A case involving a Polish employee being told to “go back to Poland” has provided a timely reminder for employers that a single inappropriate comment by employees could lead to a successful discrimination claim.

In Nazarczyk v TJ Morris Limited and anor, there were a number of allegations made about a colleague’s treatment of non-British staff. The incident in question occurred in October 2016 when the employee asked his colleague if his daughter could work the same evening shift as him. The employee was concerned with his daughter travelling home by herself through an unsafe areas if she worked another evening shift. The colleague informed the employee that it was not his decision to make but was one that would need to be addressed with the night shift supervisor.

The employee refused to accept this explanation and a conversation was held where the employee mentioned his daughter felt unsafe because it was not her city and she did not speak the language. The colleague became angry as he thought this was a criticism of his home city and said words to the effect of “if you do not like it, pack yourself and your family up and go back to Poland”. The employee raised a formal grievance but this was rejected. An appeal against this decision was also rejected.

The employee made claims of race discrimination. At tribunal the colleague explained that he would have had a similar conversation with a British employee and felt he would have told an employee from Bath to move back to Bath if they didn’t feel safe in Liverpool. Therefore, he explained, he did not treat the Polish employee any differently than he would have treated a British employee.

The employment tribunal found the comment by the colleague was inappropriate and was directly discriminatory on the grounds of race. The colleague would not have told a hypothetical British employee to “go back to Poland” and the example the colleague gave in evidence was an incorrect comparison because it did not have any racial connotations. The employer was liable for the direct discrimination and, in advance of a remedy hearing, the tribunal ordered the employer to put in place diversity training and to ask the colleague to apologise to the employee.

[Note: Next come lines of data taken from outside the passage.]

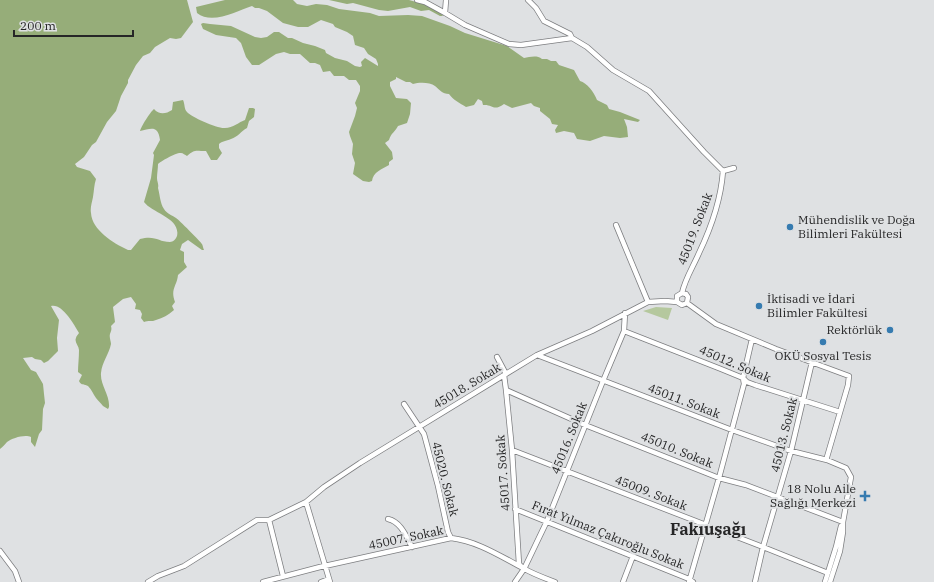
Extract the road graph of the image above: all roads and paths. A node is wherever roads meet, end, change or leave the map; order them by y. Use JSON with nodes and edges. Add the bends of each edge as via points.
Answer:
{"nodes":[{"id":1,"x":417,"y":0,"type":"edge"},
{"id":2,"x":446,"y":0,"type":"edge"},
{"id":3,"x":528,"y":0,"type":"edge"},
{"id":4,"x":445,"y":13,"type":"junction"},
{"id":5,"x":572,"y":38,"type":"junction"},
{"id":6,"x":734,"y":168,"type":"dead end"},
{"id":7,"x":723,"y":171,"type":"junction"},
{"id":8,"x":616,"y":225,"type":"dead end"},
{"id":9,"x":682,"y":293,"type":"junction"},
{"id":10,"x":648,"y":302,"type":"junction"},
{"id":11,"x":677,"y":302,"type":"junction"},
{"id":12,"x":687,"y":303,"type":"junction"},
{"id":13,"x":625,"y":313,"type":"junction"},
{"id":14,"x":624,"y":331,"type":"junction"},
{"id":15,"x":752,"y":339,"type":"junction"},
{"id":16,"x":537,"y":355,"type":"junction"},
{"id":17,"x":497,"y":357,"type":"dead end"},
{"id":18,"x":812,"y":362,"type":"junction"},
{"id":19,"x":505,"y":375,"type":"junction"},
{"id":20,"x":743,"y":378,"type":"junction"},
{"id":21,"x":603,"y":381,"type":"junction"},
{"id":22,"x":506,"y":390,"type":"junction"},
{"id":23,"x":802,"y":400,"type":"junction"},
{"id":24,"x":404,"y":404,"type":"dead end"},
{"id":25,"x":840,"y":412,"type":"junction"},
{"id":26,"x":585,"y":424,"type":"junction"},
{"id":27,"x":419,"y":426,"type":"junction"},
{"id":28,"x":732,"y":430,"type":"junction"},
{"id":29,"x":512,"y":450,"type":"junction"},
{"id":30,"x":791,"y":451,"type":"junction"},
{"id":31,"x":826,"y":460,"type":"junction"},
{"id":32,"x":567,"y":471,"type":"junction"},
{"id":33,"x":719,"y":478,"type":"junction"},
{"id":34,"x":778,"y":498,"type":"junction"},
{"id":35,"x":306,"y":502,"type":"junction"},
{"id":36,"x":515,"y":509,"type":"junction"},
{"id":37,"x":388,"y":518,"type":"dead end"},
{"id":38,"x":269,"y":520,"type":"junction"},
{"id":39,"x":547,"y":521,"type":"junction"},
{"id":40,"x":842,"y":522,"type":"junction"},
{"id":41,"x":705,"y":525,"type":"junction"},
{"id":42,"x":451,"y":538,"type":"junction"},
{"id":43,"x":763,"y":546,"type":"junction"},
{"id":44,"x":412,"y":547,"type":"junction"},
{"id":45,"x":0,"y":551,"type":"edge"},
{"id":46,"x":633,"y":556,"type":"junction"},
{"id":47,"x":325,"y":566,"type":"junction"},
{"id":48,"x":524,"y":569,"type":"junction"},
{"id":49,"x":828,"y":573,"type":"junction"},
{"id":50,"x":283,"y":576,"type":"junction"},
{"id":51,"x":329,"y":580,"type":"edge"},
{"id":52,"x":691,"y":581,"type":"edge"},
{"id":53,"x":20,"y":582,"type":"edge"},
{"id":54,"x":148,"y":582,"type":"edge"},
{"id":55,"x":263,"y":582,"type":"edge"},
{"id":56,"x":321,"y":582,"type":"edge"},
{"id":57,"x":515,"y":582,"type":"edge"},
{"id":58,"x":554,"y":582,"type":"edge"},
{"id":59,"x":623,"y":582,"type":"edge"},
{"id":60,"x":755,"y":582,"type":"edge"},
{"id":61,"x":826,"y":582,"type":"edge"},
{"id":62,"x":830,"y":582,"type":"edge"}],
"edges":[{"from":1,"to":4,"type":"street"},
{"from":2,"to":4,"type":"street"},
{"from":3,"to":5,"type":"street","via":[[544,21],[570,34]]},
{"from":4,"to":5,"type":"street","via":[[465,25],[509,44],[521,45]]},
{"from":5,"to":7,"type":"street","via":[[587,47],[613,70],[649,91]]},
{"from":6,"to":7,"type":"street"},
{"from":7,"to":9,"type":"street","name":"45019. Sokak","via":[[722,187],[714,216]]},
{"from":8,"to":10,"type":"street"},
{"from":9,"to":11,"type":"street","via":[[677,296]]},
{"from":9,"to":12,"type":"street","via":[[688,297]]},
{"from":10,"to":11,"type":"street","name":"45018. Sokak"},
{"from":10,"to":13,"type":"street","name":"45018. Sokak"},
{"from":11,"to":12,"type":"street","via":[[682,305]]},
{"from":12,"to":15,"type":"street","via":[[716,324]]},
{"from":13,"to":14,"type":"street","name":"45016. Sokak"},
{"from":13,"to":16,"type":"street","name":"45018. Sokak","via":[[592,331]]},
{"from":14,"to":20,"type":"street","name":"45012. Sokak"},
{"from":14,"to":21,"type":"street","name":"45016. Sokak"},
{"from":15,"to":18,"type":"street"},
{"from":15,"to":20,"type":"street"},
{"from":16,"to":19,"type":"street","name":"45018. Sokak"},
{"from":16,"to":21,"type":"street","name":"45011. Sokak"},
{"from":17,"to":19,"type":"street"},
{"from":18,"to":23,"type":"street","name":"45013. Sokak"},
{"from":18,"to":25,"type":"street","via":[[849,376]]},
{"from":19,"to":22,"type":"street","name":"45017. Sokak"},
{"from":19,"to":27,"type":"street","name":"45018. Sokak"},
{"from":20,"to":23,"type":"street","name":"45012. Sokak","via":[[755,385]]},
{"from":20,"to":28,"type":"street","via":[[744,384]]},
{"from":21,"to":26,"type":"street","name":"45016. Sokak"},
{"from":21,"to":28,"type":"street","name":"45011. Sokak"},
{"from":22,"to":26,"type":"street","name":"45010. Sokak"},
{"from":22,"to":29,"type":"street","name":"45017. Sokak"},
{"from":23,"to":25,"type":"street","name":"45012. Sokak"},
{"from":23,"to":30,"type":"street","name":"45013. Sokak"},
{"from":24,"to":27,"type":"street","name":"45020. Sokak"},
{"from":25,"to":31,"type":"street"},
{"from":26,"to":32,"type":"street","name":"45016. Sokak"},
{"from":26,"to":33,"type":"street","name":"45010. Sokak"},
{"from":27,"to":35,"type":"street","name":"45018. Sokak","via":[[324,487]]},
{"from":27,"to":42,"type":"street","name":"45020. Sokak","via":[[424,434]]},
{"from":28,"to":30,"type":"street","name":"45011. Sokak"},
{"from":28,"to":33,"type":"street"},
{"from":29,"to":32,"type":"street","name":"45009. Sokak"},
{"from":29,"to":36,"type":"street","name":"45017. Sokak"},
{"from":30,"to":31,"type":"street","name":"45011. Sokak"},
{"from":30,"to":34,"type":"street","name":"45013. Sokak"},
{"from":31,"to":40,"type":"street","name":"45011. Sokak","via":[[846,468],[851,476]]},
{"from":32,"to":39,"type":"street","name":"45016. Sokak"},
{"from":32,"to":41,"type":"street","name":"45009. Sokak"},
{"from":33,"to":34,"type":"street","name":"45010. Sokak","via":[[746,485]]},
{"from":33,"to":41,"type":"street"},
{"from":34,"to":40,"type":"street","name":"45010. Sokak"},
{"from":34,"to":43,"type":"street","name":"45013. Sokak"},
{"from":35,"to":38,"type":"street","name":"45018. Sokak"},
{"from":35,"to":47,"type":"street"},
{"from":36,"to":39,"type":"street","name":"Fırat Yılmaz Çakıroğlu Sokak"},
{"from":36,"to":48,"type":"street","name":"45017. Sokak","via":[[519,564]]},
{"from":37,"to":44,"type":"street","via":[[400,526]]},
{"from":38,"to":50,"type":"street"},
{"from":38,"to":54,"type":"street","name":"45018. Sokak","via":[[257,520],[184,566]]},
{"from":39,"to":46,"type":"street","name":"Fırat Yılmaz Çakıroğlu Sokak"},
{"from":39,"to":48,"type":"street","name":"45016. Sokak"},
{"from":40,"to":49,"type":"street"},
{"from":40,"to":62,"type":"street","via":[[840,551]]},
{"from":41,"to":43,"type":"street","name":"45009. Sokak"},
{"from":41,"to":52,"type":"street"},
{"from":42,"to":44,"type":"street","name":"45007. Sokak"},
{"from":42,"to":48,"type":"street","name":"45007. Sokak","via":[[464,540]]},
{"from":43,"to":49,"type":"street","name":"45009. Sokak"},
{"from":43,"to":60,"type":"street","name":"45013. Sokak"},
{"from":44,"to":47,"type":"street","name":"45007. Sokak"},
{"from":45,"to":53,"type":"street"},
{"from":46,"to":52,"type":"street","name":"Fırat Yılmaz Çakıroğlu Sokak"},
{"from":46,"to":59,"type":"street"},
{"from":47,"to":50,"type":"street","name":"45007. Sokak"},
{"from":47,"to":51,"type":"street"},
{"from":48,"to":57,"type":"street","name":"45016. Sokak"},
{"from":48,"to":58,"type":"street","name":"45007. Sokak"},
{"from":49,"to":61,"type":"street"},
{"from":50,"to":55,"type":"street","name":"45007. Sokak"},
{"from":51,"to":56,"type":"street"}]}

What this means for employers:

  • Employers can be found vicariously liable for the discriminatory actions of their staff where these are carried out ‘in the course of employment’.
  • Employers can defend against vicarious liability if they can show they have taken all reasonable steps to prevent the discrimination occurring.
  • All employers should be carrying out equality and diversity training across their workforce. Having examples of discriminatory behaviour is useful and these can include examples of single comments or one-off acts that may constitute discrimination. Managers should also receive additional training on spotting incidents of discrimination
  • Employers can continually review whether there are any discrimination concerns or views within their workforce and take proactive steps to combat these. Repeating training following an allegation of discrimination can provide a useful reminder.
  • Carrying out formal disciplinary action against those who carry out discrimination will, in most cases, stop future acts of discrimination and help reduce the risk of facing a, potentially, very expensive claim at tribunal.